On Rue du Helder, near the boulevard, in front of a handsome house, three street messengers had their regular stand.
On the afternoon of which we are writing, all three were at their post. One lay at full length on his crochets, which he had placed on the ground, horizontally, in such wise as to form a sort of cot-bed; it was rather narrow, but its occupant had become so accustomed to it that he had no difficulty in maintaining his place, and never fell over the side.
Another was sitting on a stone bench against the house. He was smoking a pipe, and had in his hands a disgustingly greasy and dirty pack of cards, with which he was apparently practising the false cut and divers other tricks of that sort.
The third messenger was on his feet, leaning against the wall, with his eyes fixed on the topmost floor of a high building almost opposite.

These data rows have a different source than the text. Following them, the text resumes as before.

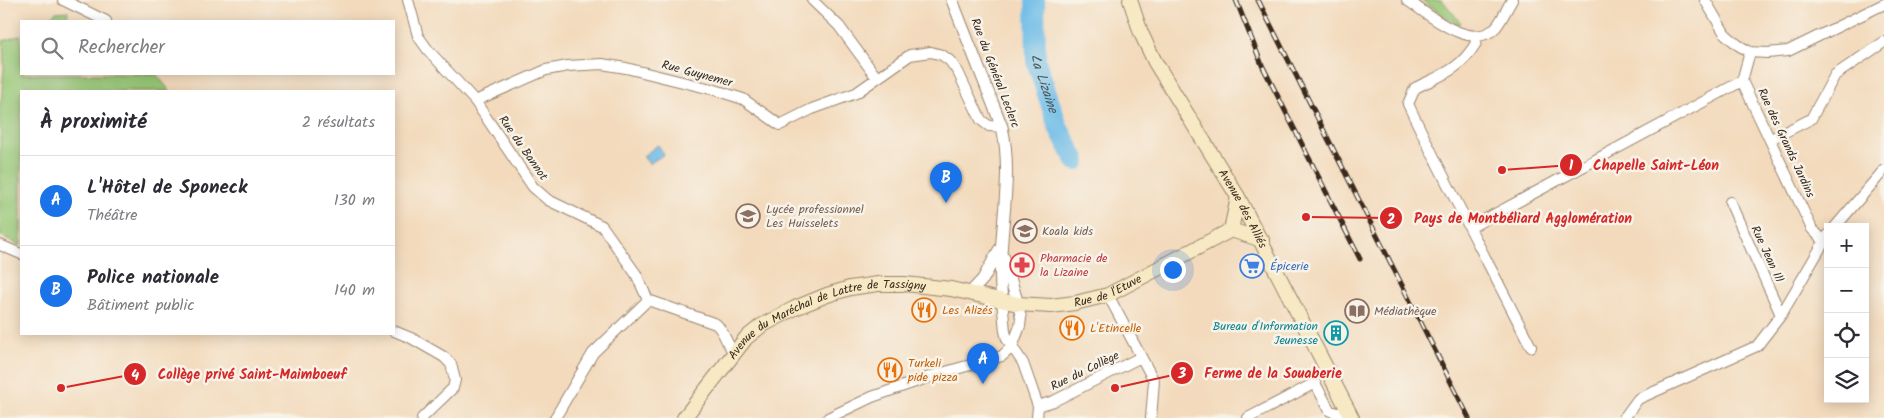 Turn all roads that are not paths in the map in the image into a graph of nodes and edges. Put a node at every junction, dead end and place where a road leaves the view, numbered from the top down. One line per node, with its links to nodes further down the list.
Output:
1 (63, 0): 10 (street)
2 (408, 0): 16 (street, Rue du Bannot)
3 (812, 0): 14 (street)
4 (952, 0): 17 (street, Rue du Général Leclerc)
5 (1130, 0): 20 (main road, Avenue des Alliés)
6 (1407, 0): 11 (street)
7 (1512, 0): 11 (street)
8 (1705, 0): 13 (street)
9 (1884, 4): 13 (street)
10 (104, 20)
11 (1475, 37): 23 (street)
12 (1884, 42): 18 (street)
13 (1750, 52): 15 (street, Rue des Grands Jardins)
14 (877, 78): 16 (street, Rue Guynemer); 17 (street, Rue Guynemer)
15 (1742, 81): 18 (street, Rue des Grands Jardins); 23 (street)
16 (474, 101): 33 (street, Rue du Bannot)
17 (1002, 127): 29 (street, Rue du Général Leclerc)
18 (1771, 139): 25 (street, Rue des Grands Jardins)
19 (1884, 170): 22 (street)
20 (1238, 197): 24 (main road); 26 (main road, Avenue des Alliés)
21 (1730, 202): 36 (street, Rue Jean Ill)
22 (1838, 223)
23 (1471, 227): 39 (street)
24 (1231, 230): 26 (main road); 32 (main road, Rue de l'Etuve)
25 (1824, 236)
26 (1262, 240): 43 (main road, Avenue des Alliés)
27 (1824, 241): 36 (street, Rue des Grands Jardins)
28 (0, 245): 30 (street)
29 (1001, 246): 31 (street, Rue du Général Leclerc); 34 (street, Rue du Général Leclerc); 35 (street, Rue du Général Leclerc)
30 (20, 254)
31 (970, 293): 34 (main road, Avenue du Maréchal de Lattre de Tassigny); 40 (main road, Avenue du Maréchal de Lattre de Tassigny)
32 (1108, 295): 35 (main road, Rue de l'Etuve); 41 (street)
33 (648, 300): 40 (street); 45 (street)
34 (1002, 300): 35 (main road, Rue de l'Etuve); 38 (street, Rue du Général Leclerc)
35 (1018, 304): 38 (street, Rue du Général Leclerc)
36 (1781, 316): 51 (street, Rue des Grands Jardins)
37 (395, 331): 44 (street)
38 (1012, 347): 42 (street, Rue du Général Leclerc); 47 (street)
39 (1531, 347)
40 (734, 352): 46 (main road, Avenue du Maréchal de Lattre de Tassigny)
41 (1141, 357): 42 (street, Rue du Collège); 49 (street)
42 (1038, 406): 48 (street, Rue du Général Leclerc)
43 (1351, 417): 50 (street)
44 (422, 418)
45 (555, 418)
46 (684, 418)
47 (828, 418)
48 (1037, 418)
49 (1150, 418)
50 (1248, 418)
51 (1624, 418)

The man lying on the crochets seemed to be in the prime of life; he was of medium height, but the breadth of his shoulders and the size of the muscles in his sinewy limbs pointed him out as a man with whom it would be dangerous to quarrel. His face was frank and good-humored; his small, light blue eyes expressed recklessness and merriment; his nose was rather large, and sometimes red at the end; his full lips denoted a kindly and obliging disposition; and his abundant light hair, which blew about at the pleasure of the wind, surmounted a high forehead, wherein the brain must have had ample room to exercise its faculties.
He was dressed like most messengers,—a jacket and loose trousers; but he wore no neckerchief; his shirt, fastened by a button, disclosed a neck much whiter than one would have supposed from the color of his hands and face. The invariable habit of wearing nothing about his neck at any season of the year, even when the cold was most severe, was responsible for the sobriquet of Sans-Cravate, which had come to be the only name by which the messenger was known to the persons who employed him, and even to most of his friends.

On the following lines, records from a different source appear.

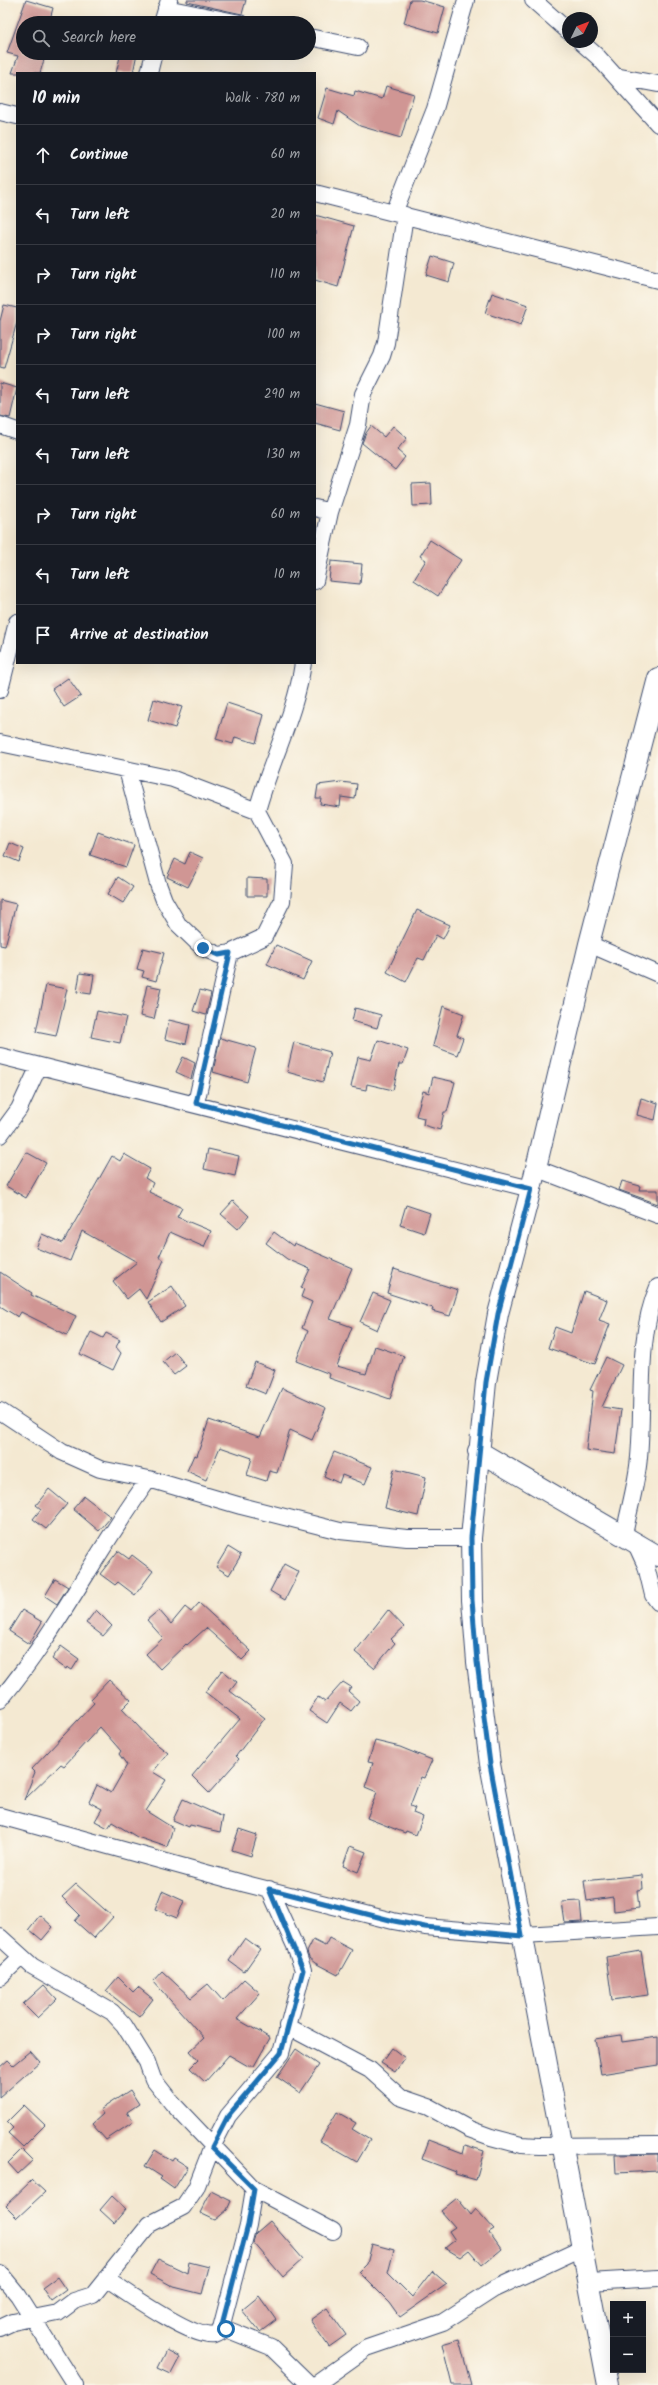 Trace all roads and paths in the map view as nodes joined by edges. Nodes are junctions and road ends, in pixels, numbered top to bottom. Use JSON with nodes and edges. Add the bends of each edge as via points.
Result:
{"nodes":[{"id":1,"x":466,"y":0,"type":"edge"},
{"id":2,"x":532,"y":0,"type":"edge"},
{"id":3,"x":166,"y":10,"type":"edge"},
{"id":4,"x":200,"y":16,"type":"edge"},
{"id":5,"x":562,"y":26,"type":"edge"},
{"id":6,"x":316,"y":38,"type":"edge"},
{"id":7,"x":358,"y":47,"type":"dead end"},
{"id":8,"x":587,"y":48,"type":"edge"},
{"id":9,"x":152,"y":60,"type":"edge"},
{"id":10,"x":149,"y":72,"type":"edge"},
{"id":11,"x":615,"y":76,"type":"junction"},
{"id":12,"x":658,"y":84,"type":"edge"},
{"id":13,"x":0,"y":112,"type":"edge"},
{"id":14,"x":16,"y":116,"type":"edge"},
{"id":15,"x":658,"y":124,"type":"edge"},
{"id":16,"x":316,"y":193,"type":"edge"},
{"id":17,"x":400,"y":214,"type":"junction"},
{"id":18,"x":658,"y":280,"type":"edge"},
{"id":19,"x":0,"y":425,"type":"edge"},
{"id":20,"x":16,"y":430,"type":"edge"},
{"id":21,"x":323,"y":510,"type":"edge"},
{"id":22,"x":316,"y":572,"type":"edge"},
{"id":23,"x":16,"y":626,"type":"edge"},
{"id":24,"x":304,"y":664,"type":"edge"},
{"id":25,"x":658,"y":678,"type":"edge"},
{"id":26,"x":0,"y":690,"type":"edge"},
{"id":27,"x":0,"y":743,"type":"edge"},
{"id":28,"x":127,"y":770,"type":"junction"},
{"id":29,"x":256,"y":811,"type":"junction"},
{"id":30,"x":589,"y":944,"type":"junction"},
{"id":31,"x":230,"y":953,"type":"junction"},
{"id":32,"x":658,"y":974,"type":"edge"},
{"id":33,"x":0,"y":1056,"type":"edge"},
{"id":34,"x":39,"y":1066,"type":"junction"},
{"id":35,"x":196,"y":1103,"type":"junction"},
{"id":36,"x":0,"y":1135,"type":"edge"},
{"id":37,"x":535,"y":1168,"type":"junction"},
{"id":38,"x":531,"y":1189,"type":"junction"},
{"id":39,"x":658,"y":1215,"type":"edge"},
{"id":40,"x":658,"y":1287,"type":"edge"},
{"id":41,"x":0,"y":1411,"type":"edge"},
{"id":42,"x":478,"y":1451,"type":"junction"},
{"id":43,"x":149,"y":1479,"type":"junction"},
{"id":44,"x":471,"y":1538,"type":"junction"},
{"id":45,"x":629,"y":1538,"type":"junction"},
{"id":46,"x":658,"y":1556,"type":"edge"},
{"id":47,"x":658,"y":1602,"type":"edge"},
{"id":48,"x":0,"y":1700,"type":"edge"},
{"id":49,"x":0,"y":1816,"type":"edge"},
{"id":50,"x":269,"y":1889,"type":"junction"},
{"id":51,"x":658,"y":1927,"type":"edge"},
{"id":52,"x":522,"y":1936,"type":"junction"},
{"id":53,"x":0,"y":1937,"type":"edge"},
{"id":54,"x":20,"y":1958,"type":"junction"},
{"id":55,"x":0,"y":1977,"type":"edge"},
{"id":56,"x":287,"y":2026,"type":"junction"},
{"id":57,"x":658,"y":2145,"type":"edge"},
{"id":58,"x":562,"y":2146,"type":"junction"},
{"id":59,"x":212,"y":2147,"type":"junction"},
{"id":60,"x":254,"y":2189,"type":"junction"},
{"id":61,"x":333,"y":2230,"type":"dead end"},
{"id":62,"x":582,"y":2248,"type":"junction"},
{"id":63,"x":0,"y":2274,"type":"edge"},
{"id":64,"x":106,"y":2278,"type":"junction"},
{"id":65,"x":658,"y":2278,"type":"edge"},
{"id":66,"x":589,"y":2282,"type":"junction"},
{"id":67,"x":33,"y":2320,"type":"junction"},
{"id":68,"x":0,"y":2328,"type":"edge"},
{"id":69,"x":220,"y":2332,"type":"junction"},
{"id":70,"x":75,"y":2385,"type":"edge"},
{"id":71,"x":310,"y":2385,"type":"edge"},
{"id":72,"x":315,"y":2385,"type":"edge"},
{"id":73,"x":608,"y":2385,"type":"edge"}],
"edges":[{"from":1,"to":17,"type":"street","via":[[435,109]]},
{"from":2,"to":5,"type":"street"},
{"from":3,"to":4,"type":"street"},
{"from":6,"to":7,"type":"street"},
{"from":8,"to":11,"type":"street"},
{"from":9,"to":10,"type":"street"},
{"from":11,"to":12,"type":"street"},
{"from":11,"to":15,"type":"street"},
{"from":13,"to":14,"type":"street"},
{"from":16,"to":17,"type":"street"},
{"from":17,"to":18,"type":"street"},
{"from":17,"to":21,"type":"street","via":[[386,343],[363,394],[358,425]]},
{"from":19,"to":20,"type":"street"},
{"from":21,"to":22,"type":"street"},
{"from":23,"to":26,"type":"street"},
{"from":24,"to":29,"type":"street","via":[[300,686]]},
{"from":25,"to":30,"type":"street"},
{"from":27,"to":28,"type":"street"},
{"from":28,"to":29,"type":"street","via":[[173,779]]},
{"from":28,"to":31,"type":"street","via":[[164,900],[178,924],[203,948],[219,955]]},
{"from":29,"to":31,"type":"street","via":[[285,864],[282,901],[264,937]]},
{"from":30,"to":32,"type":"street"},
{"from":30,"to":37,"type":"street"},
{"from":31,"to":35,"type":"street"},
{"from":33,"to":34,"type":"street"},
{"from":34,"to":35,"type":"street"},
{"from":34,"to":36,"type":"street","via":[[19,1109]]},
{"from":35,"to":38,"type":"street"},
{"from":37,"to":38,"type":"street"},
{"from":37,"to":39,"type":"street"},
{"from":38,"to":42,"type":"street","via":[[498,1314],[486,1382]]},
{"from":40,"to":45,"type":"street","via":[[648,1323],[643,1362],[639,1459]]},
{"from":41,"to":43,"type":"street","via":[[80,1461],[100,1469]]},
{"from":42,"to":44,"type":"street"},
{"from":42,"to":45,"type":"street"},
{"from":43,"to":44,"type":"street","via":[[340,1531],[407,1538]]},
{"from":43,"to":48,"type":"street","via":[[121,1517],[49,1635],[24,1672]]},
{"from":44,"to":52,"type":"street","via":[[472,1600],[490,1764]]},
{"from":45,"to":46,"type":"street"},
{"from":45,"to":47,"type":"street","via":[[646,1566],[653,1595]]},
{"from":49,"to":50,"type":"street"},
{"from":50,"to":52,"type":"street","via":[[405,1924]]},
{"from":50,"to":56,"type":"street","via":[[303,1970]]},
{"from":51,"to":52,"type":"street"},
{"from":52,"to":58,"type":"street"},
{"from":53,"to":54,"type":"street"},
{"from":54,"to":55,"type":"street"},
{"from":54,"to":59,"type":"street","via":[[112,2012],[124,2025],[147,2062],[153,2079]]},
{"from":56,"to":58,"type":"street","via":[[370,2070],[400,2097],[429,2107],[469,2129],[521,2145]]},
{"from":56,"to":59,"type":"street","via":[[281,2053],[228,2116]]},
{"from":57,"to":58,"type":"street"},
{"from":58,"to":62,"type":"street"},
{"from":59,"to":60,"type":"street"},
{"from":59,"to":64,"type":"street","via":[[196,2188],[184,2207],[150,2224]]},
{"from":60,"to":61,"type":"street"},
{"from":60,"to":69,"type":"street","via":[[248,2225]]},
{"from":62,"to":66,"type":"street"},
{"from":62,"to":72,"type":"street","via":[[494,2289],[443,2322],[367,2348]]},
{"from":63,"to":67,"type":"street","via":[[15,2290]]},
{"from":64,"to":67,"type":"street","via":[[93,2295],[74,2301],[58,2313]]},
{"from":64,"to":69,"type":"street","via":[[172,2320],[208,2335]]},
{"from":65,"to":66,"type":"street"},
{"from":66,"to":73,"type":"street"},
{"from":67,"to":68,"type":"street","via":[[13,2322]]},
{"from":67,"to":70,"type":"street","via":[[53,2347]]},
{"from":69,"to":71,"type":"street","via":[[226,2329],[271,2347]]}]}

The person seated on the stone bench, who seemed intent upon his cards, was short, and heavily pock-marked; his hair was dark brown and very thick, and hung low over a narrow forehead; the man's face indicated intelligence and cunning, and the evil expression of his gray eyes seemed to forbid the judgment we are accustomed to form of a person with a low forehead. A small nose, much too retroussé, tightly closed lips, and a protruding chin, made of Monsieur Jean Ficelle a decidedly ugly individual, and one who would by no means inspire the confidence which we like to feel in a messenger, unless his unusual mobility of feature were successful in deceiving those who tried to read his thoughts.

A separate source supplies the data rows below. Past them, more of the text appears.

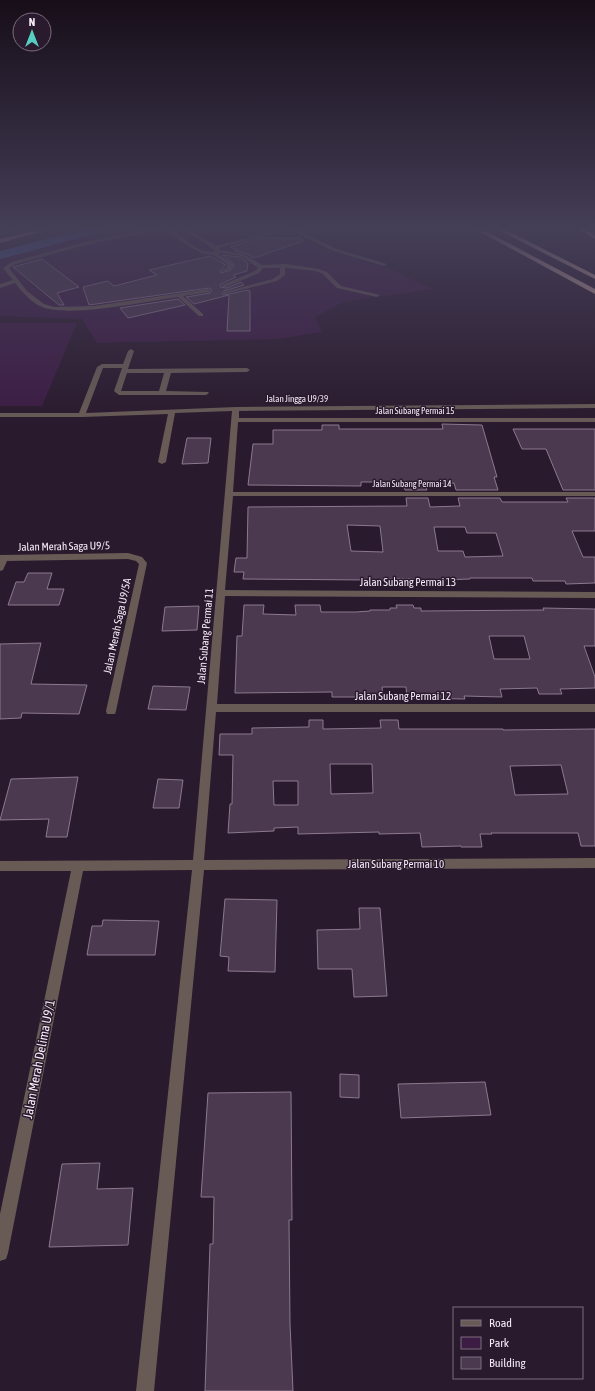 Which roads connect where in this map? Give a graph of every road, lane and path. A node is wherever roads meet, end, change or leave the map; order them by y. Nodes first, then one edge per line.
1 (27, 293) edge
2 (194, 293) edge
3 (368, 293) edge
4 (179, 295) junction
5 (378, 295) dead end
6 (201, 315) dead end
7 (131, 351) dead end
8 (124, 368) junction
9 (168, 370) junction
10 (247, 370) dead end
11 (162, 393) junction
12 (206, 393) dead end
13 (595, 406) edge
14 (236, 409) junction
15 (172, 412) junction
16 (0, 415) edge
17 (82, 415) junction
18 (235, 420) junction
19 (595, 420) edge
20 (162, 462) dead end
21 (229, 494) junction
22 (595, 494) edge
23 (128, 556) joint
24 (2, 558) edge
25 (0, 568) edge
26 (221, 593) junction
27 (595, 595) edge
28 (211, 708) junction
29 (595, 708) edge
30 (111, 711) dead end
31 (595, 863) edge
32 (0, 866) edge
33 (78, 866) junction
34 (198, 866) junction
35 (0, 1252) edge
36 (145, 1391) edge

1 - 4 street
2 - 4 street
3 - 5 street
4 - 6 street
7 - 8 street
8 - 9 street
8 - 11 street
8 - 17 street
9 - 10 street
9 - 11 street
11 - 12 street
13 - 14 street, Jalan Jingga U9/39
14 - 15 street, Jalan Jingga U9/39
14 - 18 street, Jalan Subang Permai 11
15 - 17 street, Jalan Jingga U9/39
15 - 20 street
16 - 17 street, Jalan Jingga U9/39
18 - 19 street, Jalan Subang Permai 15
18 - 21 street, Jalan Subang Permai 11
21 - 22 street, Jalan Subang Permai 14
21 - 26 street, Jalan Subang Permai 11
23 - 24 street, Jalan Merah Saga U9/5
23 - 30 street, Jalan Merah Saga U9/5A
24 - 25 street
26 - 27 street, Jalan Subang Permai 13
26 - 28 street, Jalan Subang Permai 11
28 - 29 street, Jalan Subang Permai 12
28 - 34 street, Jalan Subang Permai 11
31 - 34 street, Jalan Subang Permai 10
32 - 33 street, Jalan Subang Permai 10
33 - 34 street, Jalan Subang Permai 10
33 - 35 street, Jalan Merah Delima U9/1
34 - 36 street, Jalan Subang Permai 11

The third messenger, who stood against the wall, with his eyes constantly fixed on the attics of the opposite house, was a tall, slender young man of graceful figure; although he also wore loose trousers and a jacket, there was in his bearing an indefinable something, which, while perhaps it could not be called refinement, distinguished it from the vulgar slouchiness of his companions; and as, generally speaking, a person's face almost always fulfils the promise of his bearing, so this young man, whose features were regular and attractive, had not the usual expression of those of his calling. A high, well-shaped forehead; beautiful black hair, brushed aside with a lack of coquetry that was not without charm; brown eyes, with a tender and melancholy expression; a mouth of an ordinary type, supplied with handsome teeth; an oval face, almost always pale, but indicative of a delicate constitution rather than of ill health—such was that one of the three messengers who was known as Paul, and who, in truth, seemed but ill adapted for his trade.
"If Bastringuette hasn't sold her violets, I shall have a chance to sup in my mind's eye to-day. Business is dull, but the appetite keeps right along. Crédié! what a lot of rooms there are to let in my belly! and unfurnished lodgings in my stomach! How the devil am I to furnish it all?